A distinction was highlighted by the court that the avoidance application unlike the CIRP, which is objective, requires a detailed discovery of such vulnerable transactions. The court noted that the scheme of the IBC reiterates this distinction and therefore the adjudication of an application is independent of the CIRP. It was highlighted by the court that if the avoidance application is rendered infructuous upon the conclusion of the CIRP, in cases like the present one where such pending applications could not be accounted for in the resolution plan, the beneficiaries of such avoidable transaction would be allowed to walk off freely which will consequently cause unjust advantage upon such beneficiaries.
With regard to the question pertaining to the beneficiary of such application being adjudicated after the conclusion of CIRP, the bench held that the provisions pertaining to avoidable transactions are primarily for the benefit of the creditors of the CD and thus even in cases of similar nature as to in the present case, the creditor of the CD would still be the beneficiary of any sum or property arising out of the adjudication of such avoidance application. The court further also clarified that the RP is rendered functus officio only in respect of the CIRP and not with regard to the pursuance of an avoidance application.

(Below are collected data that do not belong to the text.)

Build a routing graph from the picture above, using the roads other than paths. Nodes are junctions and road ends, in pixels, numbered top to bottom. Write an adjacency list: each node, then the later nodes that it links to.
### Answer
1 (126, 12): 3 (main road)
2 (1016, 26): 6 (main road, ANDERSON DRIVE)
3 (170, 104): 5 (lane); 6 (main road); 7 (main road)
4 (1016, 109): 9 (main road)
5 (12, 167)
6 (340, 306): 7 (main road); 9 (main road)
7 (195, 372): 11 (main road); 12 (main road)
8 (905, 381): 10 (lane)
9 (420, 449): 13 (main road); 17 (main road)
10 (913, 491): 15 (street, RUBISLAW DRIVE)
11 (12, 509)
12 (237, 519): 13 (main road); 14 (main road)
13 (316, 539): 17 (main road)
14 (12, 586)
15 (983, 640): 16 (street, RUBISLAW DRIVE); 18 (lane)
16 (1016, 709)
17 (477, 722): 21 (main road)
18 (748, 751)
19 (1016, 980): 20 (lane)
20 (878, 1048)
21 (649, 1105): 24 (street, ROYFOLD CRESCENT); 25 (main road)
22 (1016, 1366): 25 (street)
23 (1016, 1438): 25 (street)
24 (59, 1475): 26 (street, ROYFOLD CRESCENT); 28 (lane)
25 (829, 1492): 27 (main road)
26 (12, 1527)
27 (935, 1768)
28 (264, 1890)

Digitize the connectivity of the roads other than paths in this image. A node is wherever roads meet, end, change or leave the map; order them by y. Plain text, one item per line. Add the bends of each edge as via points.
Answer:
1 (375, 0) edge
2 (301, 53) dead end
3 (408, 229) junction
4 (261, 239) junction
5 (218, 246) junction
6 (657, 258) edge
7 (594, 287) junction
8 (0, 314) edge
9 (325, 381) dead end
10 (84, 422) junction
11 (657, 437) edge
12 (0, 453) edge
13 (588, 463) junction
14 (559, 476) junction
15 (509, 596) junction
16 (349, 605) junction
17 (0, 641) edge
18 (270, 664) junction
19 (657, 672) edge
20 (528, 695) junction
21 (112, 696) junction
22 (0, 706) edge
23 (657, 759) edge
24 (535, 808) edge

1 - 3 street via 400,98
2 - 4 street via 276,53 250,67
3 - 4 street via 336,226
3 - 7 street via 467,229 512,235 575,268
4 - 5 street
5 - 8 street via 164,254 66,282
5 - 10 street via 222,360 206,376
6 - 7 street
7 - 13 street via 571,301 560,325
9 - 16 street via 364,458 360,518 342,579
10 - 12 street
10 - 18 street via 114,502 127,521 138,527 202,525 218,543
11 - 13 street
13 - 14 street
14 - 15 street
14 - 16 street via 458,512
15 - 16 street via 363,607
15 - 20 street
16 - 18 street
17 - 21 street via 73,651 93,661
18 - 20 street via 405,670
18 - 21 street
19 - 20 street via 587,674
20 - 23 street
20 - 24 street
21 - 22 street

Through its judgment in the present case, the Delhi High Court has confirmed the position of law with regard to avoidance application and perusing its adjudication post-conclusion of the CIRP. This decision of the Court would uphold both the letter and spirit of the law as it is often highlighted that IBC is not purely a commercial law and one of its various purposes is to ensure that public money is brought back into the system. The IBC envisages the completion of CIRP and liquidation proceedings within 330 days and 365 days respectively. However, it is not practically possible for the RP or the Liquidation Professional (LP) to identify such avoidable transactions and apply before the NCLT for their reversal within such timelines. It is also essential to note that often the adjudicating authority cannot decide upon the matter before the approval of the resolution plan as such discovery and enquiry into it can take more time than the whole CIRP process itself. Therefore, it is essential that this distinction is made between CIRP and avoidance application rather than treating it as part of a single transaction, such differential treatment would help further the objectives of the Code in its letter and spirit.